With a passion to bring state of art technology in agriculture, the founder left his lucrative job at GE and soon Kunal Prasad a childhood friend and classmate of Kumar joined him after completing his MBA as COO. Kumar brought in his experience from Tata Motors in dealer management. Later Chittaranjan Jena who had experience in supply chain management, joined as CTO.

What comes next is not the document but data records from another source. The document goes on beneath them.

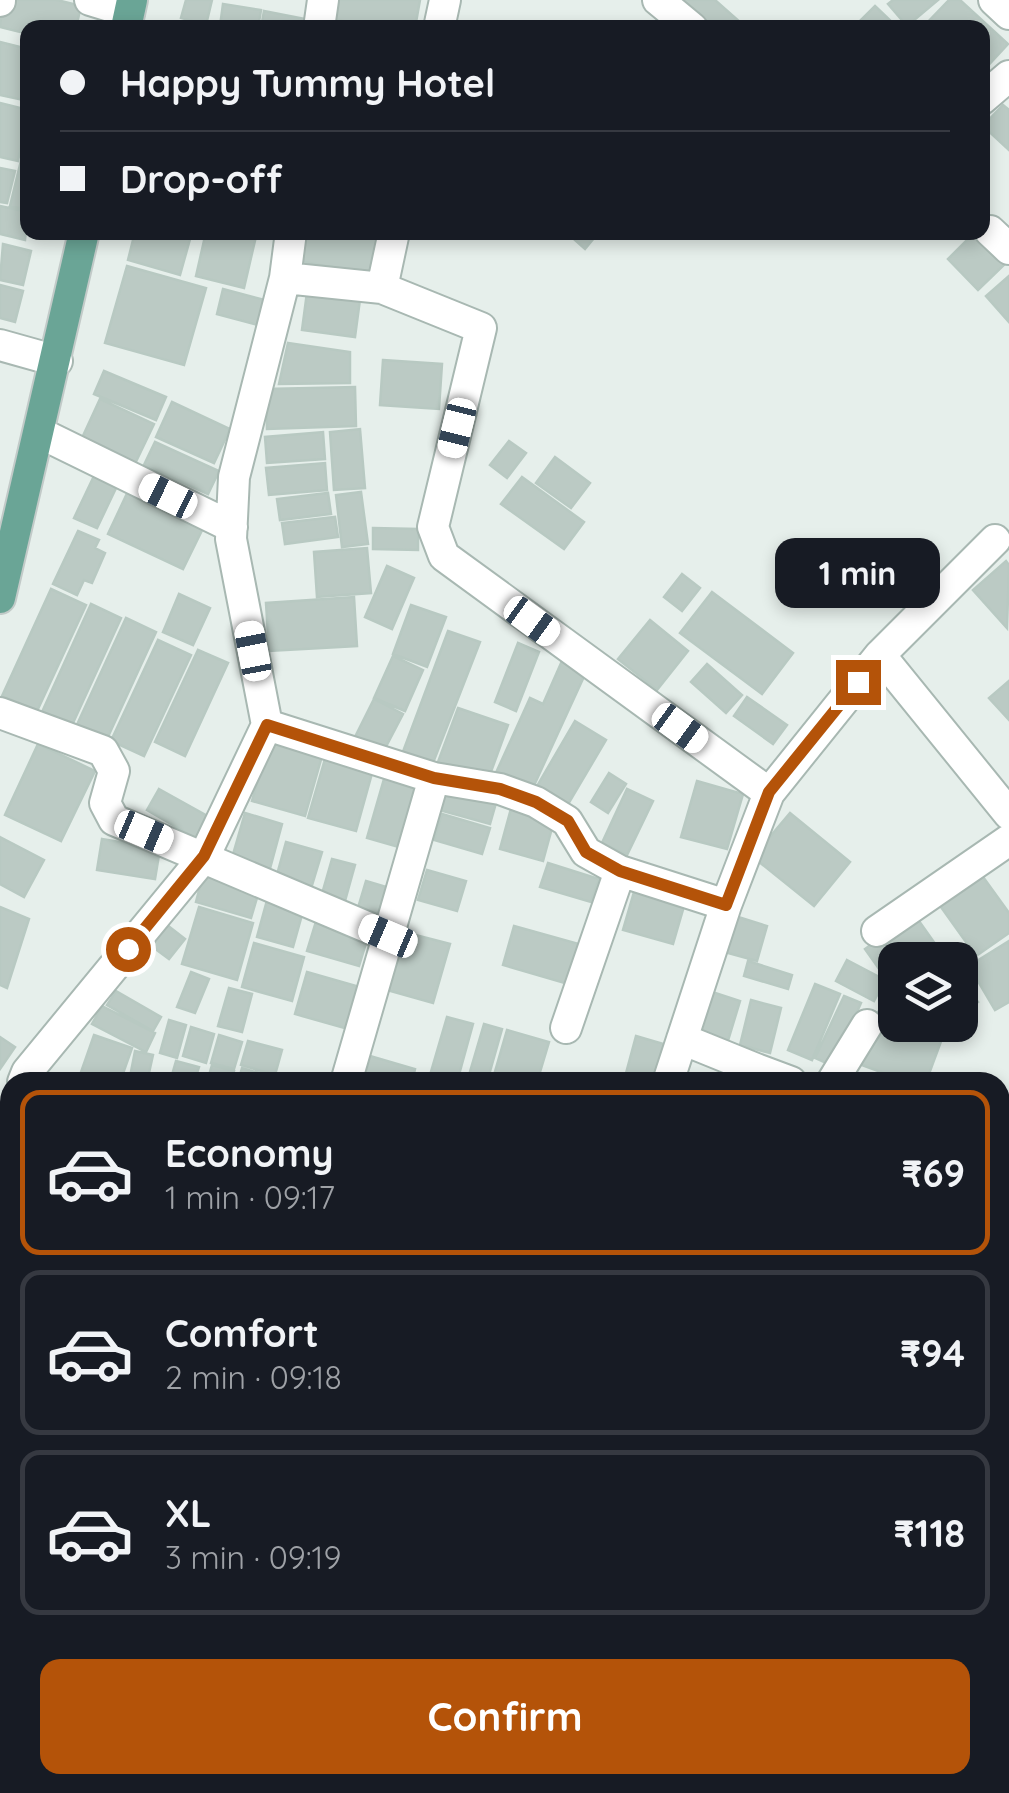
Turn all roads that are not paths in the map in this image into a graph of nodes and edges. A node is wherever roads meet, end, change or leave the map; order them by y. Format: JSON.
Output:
{"nodes":[{"id":1,"x":90,"y":0,"type":"edge"},
{"id":2,"x":658,"y":0,"type":"edge"},
{"id":3,"x":994,"y":0,"type":"edge"},
{"id":4,"x":129,"y":13,"type":"edge"},
{"id":5,"x":1009,"y":14,"type":"edge"},
{"id":6,"x":682,"y":20,"type":"edge"},
{"id":7,"x":1009,"y":76,"type":"edge"},
{"id":8,"x":990,"y":93,"type":"edge"},
{"id":9,"x":82,"y":240,"type":"edge"},
{"id":10,"x":290,"y":240,"type":"edge"},
{"id":11,"x":392,"y":240,"type":"edge"},
{"id":12,"x":285,"y":278,"type":"junction"},
{"id":13,"x":382,"y":288,"type":"junction"},
{"id":14,"x":0,"y":345,"type":"edge"},
{"id":15,"x":58,"y":360,"type":"junction"},
{"id":16,"x":40,"y":434,"type":"junction"},
{"id":17,"x":232,"y":527,"type":"junction"},
{"id":18,"x":995,"y":540,"type":"dead end"},
{"id":19,"x":0,"y":598,"type":"edge"},
{"id":20,"x":880,"y":655,"type":"junction"},
{"id":21,"x":0,"y":712,"type":"edge"},
{"id":22,"x":267,"y":725,"type":"junction"},
{"id":23,"x":434,"y":778,"type":"junction"},
{"id":24,"x":769,"y":792,"type":"junction"},
{"id":25,"x":1009,"y":814,"type":"edge"},
{"id":26,"x":1009,"y":840,"type":"edge"},
{"id":27,"x":204,"y":856,"type":"junction"},
{"id":28,"x":620,"y":871,"type":"junction"},
{"id":29,"x":726,"y":905,"type":"junction"},
{"id":30,"x":877,"y":931,"type":"dead end"},
{"id":31,"x":388,"y":936,"type":"junction"},
{"id":32,"x":867,"y":1024,"type":"dead end"},
{"id":33,"x":566,"y":1028,"type":"dead end"},
{"id":34,"x":682,"y":1039,"type":"junction"},
{"id":35,"x":26,"y":1072,"type":"edge"},
{"id":36,"x":358,"y":1072,"type":"edge"},
{"id":37,"x":671,"y":1072,"type":"edge"},
{"id":38,"x":750,"y":1072,"type":"edge"},
{"id":39,"x":838,"y":1072,"type":"edge"}],
"edges":[{"from":1,"to":4,"type":"street"},
{"from":2,"to":6,"type":"street"},
{"from":3,"to":5,"type":"street"},
{"from":7,"to":8,"type":"street"},
{"from":9,"to":15,"type":"main road"},
{"from":10,"to":12,"type":"street"},
{"from":11,"to":13,"type":"street"},
{"from":12,"to":13,"type":"street"},
{"from":12,"to":17,"type":"street"},
{"from":13,"to":24,"type":"street"},
{"from":14,"to":15,"type":"street"},
{"from":15,"to":16,"type":"main road"},
{"from":16,"to":17,"type":"street"},
{"from":16,"to":19,"type":"main road"},
{"from":17,"to":22,"type":"street"},
{"from":18,"to":20,"type":"street"},
{"from":20,"to":24,"type":"street"},
{"from":20,"to":25,"type":"street"},
{"from":21,"to":27,"type":"street"},
{"from":22,"to":23,"type":"street"},
{"from":22,"to":27,"type":"street"},
{"from":23,"to":28,"type":"street"},
{"from":23,"to":31,"type":"street"},
{"from":24,"to":29,"type":"street"},
{"from":26,"to":30,"type":"street"},
{"from":27,"to":31,"type":"street"},
{"from":27,"to":35,"type":"street"},
{"from":28,"to":29,"type":"street"},
{"from":28,"to":33,"type":"street"},
{"from":29,"to":34,"type":"street"},
{"from":31,"to":36,"type":"street"},
{"from":32,"to":39,"type":"street"},
{"from":34,"to":37,"type":"street"},
{"from":34,"to":38,"type":"street"}]}
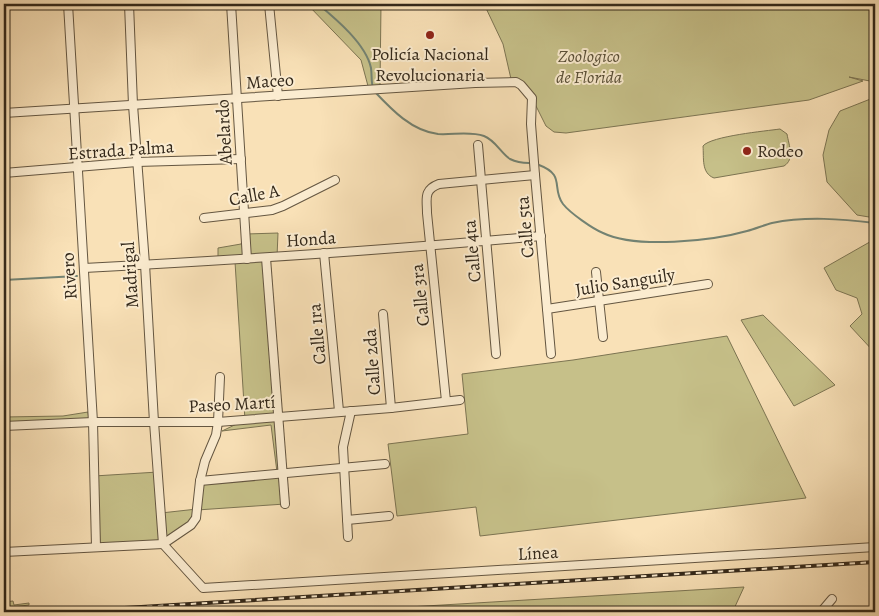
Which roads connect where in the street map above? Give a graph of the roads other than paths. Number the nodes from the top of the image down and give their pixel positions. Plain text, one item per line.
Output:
1 (68, 4) edge
2 (129, 4) edge
3 (231, 4) edge
4 (269, 4) edge
5 (278, 96) junction
6 (532, 98) joint
7 (238, 99) junction
8 (133, 105) junction
9 (74, 109) junction
10 (4, 113) edge
11 (478, 146) dead end
12 (241, 159) junction
13 (137, 162) junction
14 (77, 168) junction
15 (4, 173) edge
16 (535, 175) junction
17 (335, 180) dead end
18 (480, 180) junction
19 (245, 214) junction
20 (204, 218) dead end
21 (541, 236) junction
22 (487, 241) junction
23 (430, 246) junction
24 (324, 253) junction
25 (266, 258) junction
26 (247, 259) junction
27 (145, 264) junction
28 (84, 268) junction
29 (596, 272) dead end
30 (708, 284) dead end
31 (600, 302) junction
32 (547, 309) junction
33 (383, 314) dead end
34 (603, 337) dead end
35 (496, 354) dead end
36 (551, 354) dead end
37 (220, 377) dead end
38 (460, 400) dead end
39 (446, 401) junction
40 (391, 408) junction
41 (339, 411) junction
42 (351, 411) junction
43 (278, 418) junction
44 (93, 422) junction
45 (154, 422) junction
46 (218, 422) junction
47 (4, 426) edge
48 (385, 464) dead end
49 (344, 468) junction
50 (283, 473) junction
51 (200, 482) junction
52 (284, 504) dead end
53 (389, 516) dead end
54 (347, 520) junction
55 (348, 537) dead end
56 (163, 544) junction
57 (96, 547) junction
58 (875, 547) edge
59 (4, 552) edge
60 (832, 599) dead end
61 (821, 612) edge

1 - 9 street, Rivero
2 - 8 street, Madrigal
3 - 7 street, Abelardo
4 - 5 street
5 - 6 street, Maceo
5 - 7 street, Maceo
6 - 16 street, Calle 5ta
7 - 8 street, Maceo
7 - 12 street, Abelardo
8 - 9 street, Maceo
8 - 13 street, Madrigal
9 - 10 street, Maceo
9 - 14 street, Rivero
11 - 18 street, Calle 4ta
12 - 13 street, Estrada Palma
12 - 19 street, Abelardo
13 - 14 street, Estrada Palma
13 - 27 street, Madrigal
14 - 15 street, Estrada Palma
14 - 28 street, Rivero
16 - 18 street
16 - 21 street, Calle 5ta
17 - 19 street, Calle A
18 - 22 street, Calle 4ta
18 - 23 street, Calle 3ra
19 - 20 street, Calle A
19 - 26 street, Abelardo
21 - 22 street, Honda
21 - 32 street, Calle 5ta
22 - 23 street, Honda
22 - 35 street, Calle 4ta
23 - 24 street, Honda
23 - 39 street, Calle 3ra
24 - 25 street, Honda
24 - 41 street, Calle 1ra
25 - 26 street, Honda
25 - 43 street
26 - 27 street, Honda
27 - 28 street, Honda
27 - 45 street, Madrigal
28 - 44 street, Rivero
29 - 31 street
30 - 31 street, Julio Sanguily
31 - 32 street, Julio Sanguily
31 - 34 street
32 - 36 street, Calle 5ta
33 - 40 street, Calle 2da
37 - 46 street
38 - 39 street, Paseo Martí
39 - 40 street, Paseo Martí
40 - 42 street, Paseo Martí
41 - 42 street, Paseo Martí
41 - 43 street, Paseo Martí
42 - 49 street
43 - 46 street, Paseo Martí
43 - 50 street
44 - 45 street, Paseo Martí
44 - 47 street, Paseo Martí
44 - 57 street, Rivero
45 - 46 street, Paseo Martí
45 - 56 street, Madrigal
46 - 51 street
48 - 49 street
49 - 50 street
49 - 54 street
50 - 51 street
50 - 52 street
51 - 56 street
53 - 54 street
54 - 55 street
56 - 57 street
56 - 58 street, Línea
57 - 59 street
60 - 61 street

Krishna Kumar, CropInExplaining the vision, Krishna Kumar, CEO, CropIn Technology, says, “CropIn Technology was established in August 2010 to develop and offer on a low cost pay model as you use product on an IT platform on cloud integrated with a Windows or Android-based smart mobile app. The vision was to bring affordable state of the art technology in agriculture and the mission was to make every farm visible online, make every farmer adopt the best global agricultural practices and to make every crop traceable so that harvested crops meet global quality standards and thus become export worthy. This technology impacts the livelihood of farmers at the bottom of the pyramid by generating more productivity out of the same farm.”  By using a mobile app developed by CropIn Technology, a surveyor can input details related to a farm and monitor the efficiency of a farm. Crops are regularly monitored on a thorough basis with respect to fertilizer sprayed and detection of pests, if any. Regular monitoring of fertilizers is essential to ensure that the crops exported are compliant with the required safety levels of different chemicals as prescribed by different countries for consumption. The mobile app captures information related to the farm surveyed and relays it back to a cloud-based server.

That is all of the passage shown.